The Magic is in You dates from a period when Branch was based in London, and painting in a warehouse studio off Tottenham Court Road. While his work had become non-representational towards the end of the 1970s, it was now, thinking deeply of Monet’s water-lilies and the palette-knifed compositions of Nicolas de Staël, that he began working in the luminous abstract mode he is best known for today. ‘The series deals with the language of painting’, Branch explains. ‘I was interested in light, and colour; the humanity of colours. I was also interested in space … I was following Tintoretto and Titian, juxtaposing one colour upon another to create an illusion of movement and depth’ (W. Branch, quoted in R. J. Parker, ibid., p. 58). Branch does not conceive of his works in the mystical terms of the Abstract Expressionists, but as products of all the knowledge he has distilled by studying his favourite artists over the decades. The ‘magic’ of the present work, in all its ethereal, shifting splendour, is that of the artistic consciousness.
Branch made these works at a time when the influential British Black Arts Movement, founded in 1982, was shifting perceptions of race, gender and the politics of representation in art.
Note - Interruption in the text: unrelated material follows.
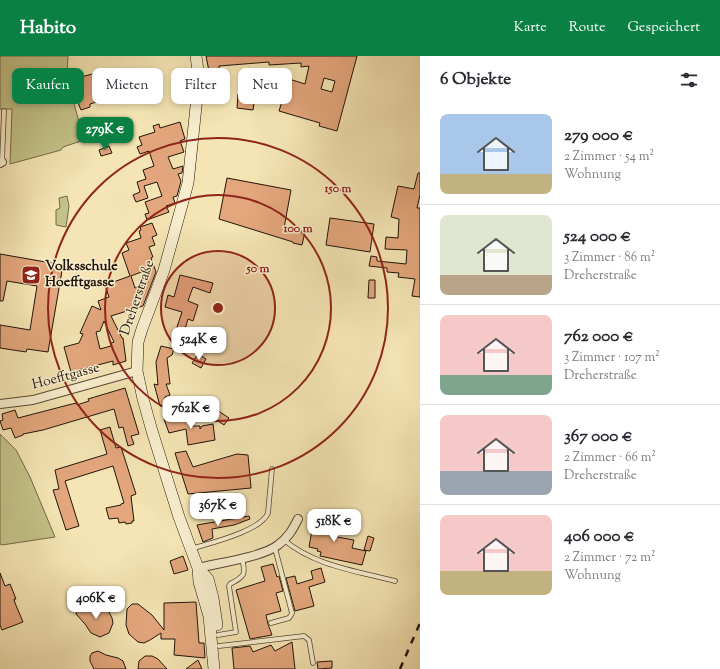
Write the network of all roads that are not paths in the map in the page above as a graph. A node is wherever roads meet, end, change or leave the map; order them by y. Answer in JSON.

Like the African-American painter Sam Gilliam, who emerged in Washington, D.C. during the 1970s, Branch stood out for his commitment to abstraction at this cultural moment. Rather than making declarative, explicitly political works, he forged his own path, opting for an imaginative and formal independence that was its own statement of identity. ‘I am not about illustration,’ he has said; ‘I am about painting’ (W. Branch, quoted in C. Popovic, ibid.). The Magic is in You is an affirmation of creative freedom, and of the endless, mercurial potential of colour on canvas.